07/25
Sun
2010
嘘を ついた
愛情なんて なかった
あいつの 手を握ったり 抱きしめたりした その優しさも
あいつにむけた その笑顔も
全部 全部 嘘だった
きっかけは新羅に言われたことだった。
「いっそのこと臨也と仲良くしてみたら?」
「新羅、手前・・・首へし折られたいのか」
「ちょっと待ってよ。本当に真面目に言ってるんだから、とりあえず最後まで聞いて。・・・俺は思うんだけど、静雄が求めてる平穏への1番の近道は臨也を殺す追い出すとかじゃなくてそれだと思うんだ。そしてそれは静雄から歩み寄らないと成立しないとも思う。・・・最初に嫌いになったのは静雄だからね。」
「・・・なんで俺が最初だって分かるんだよ」
「『気にいらねえ』」
「!」
「覚えてるかい?君は臨也に会って早々、そう言い放ったんだよ。臨也は・・・まあ利用する気満々だったけど、その為とはいえ君に歩み寄ろうとした。けど、君は開口一番にそう言った。・・・そう言われて誰が好かれるなんて思う?」
「それは、」
「だからね、静雄。僕は別に親友に、というか別に友達にならなくてもいいと思う。でも少しぐらい君から歩み寄るべきなんじゃないかな。・・・・暴力の無い、平穏が欲しいならね。」
「・・・・・・・考えておく」
そしてその後いきなり臨也に告白された。
殺し合いの最中に言ってきたから、どうせ俺から逃げるためにテキトーに言ってるだけなんだろう。
いつも俺なら、「そんな冗談通用すると思ってんのか」と言って終わっただろう。
だけど、
「少しぐらい君から歩み寄るべきなんじゃないかな。・・・・暴力の無い、平穏が欲しいならね。」
さっき新羅が言っていたことを思い出した俺は、
「俺だって、・・・手前の事がずっと好きだったんだよ。
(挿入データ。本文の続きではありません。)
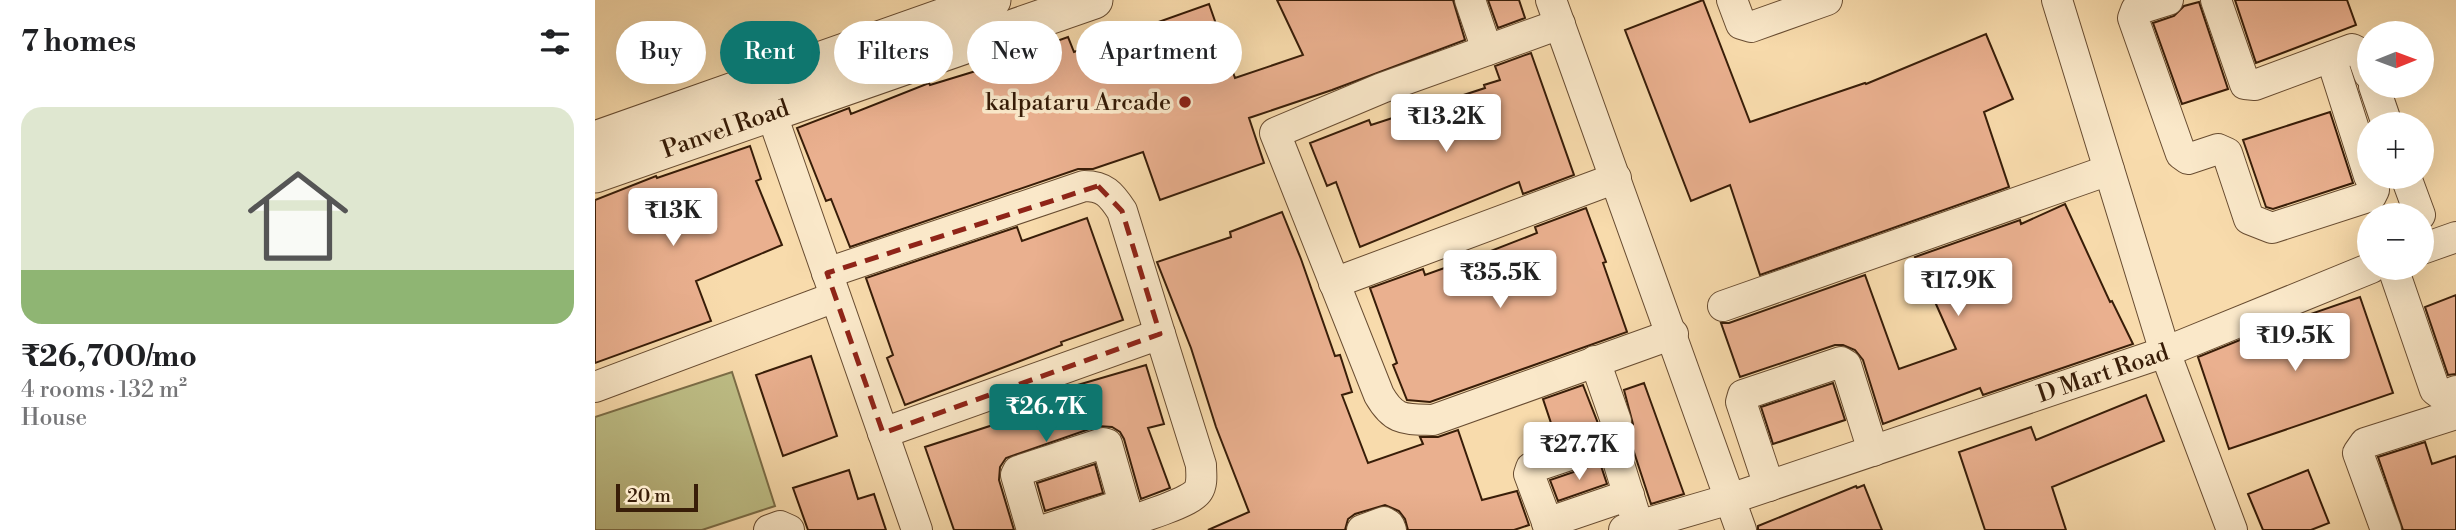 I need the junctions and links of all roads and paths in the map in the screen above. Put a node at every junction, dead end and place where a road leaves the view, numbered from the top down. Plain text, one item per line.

だからっ・・・つ、付き合え!!」
嘘を、ついた。
それからはまるで嘘みたいだった。
殺し合いの回数が極端に減り、その分臨也のことを知る機会が多くなった。
髪がサラサラしてるとか、男だけど俺と違って指が細く綺麗だとか、思ってた以上に細い身体とか、触れて初めて分かった事が多々あった。
1番驚いたのは臨也の笑顔だった。
いつもの人を見下すようなムカつく顔じゃなくて、嬉しそうに笑うのを初めて見た。
────死ぬまで見ることはないだろうと思っていた顔だった。
その顔を見てから、俺は自分に言い聞かせるようになった。
騙されるな、本気になるな、相手はあの臨也だぞ、本気なわけが無いだろう、
ひとりよがり、なんてむなしずぎるだろ。
「どうせ臨也がすぐ飽きるだろ。あいつは本気じゃないだろうし。」
それも新羅に言った、というより自分に言い聞かせるように言った言葉だった。
それがまさか、臨也に聞かれるなんて
別れようかシズちゃん。
もう池袋にも来ないであげるよ。
さよなら
あれ以来、本当に臨也は池袋に来なくなった。
これで、いいんだ。これが俺が求めてた平穏なんだ。
なのに
後悔と
罪悪感と
俺、本気でシズちゃんが好きだったんだよ?
その言葉と
後ろから少しだけ見えた臨也の顔が、
──────あいつの泣き顔が
いつまでも消えなかった。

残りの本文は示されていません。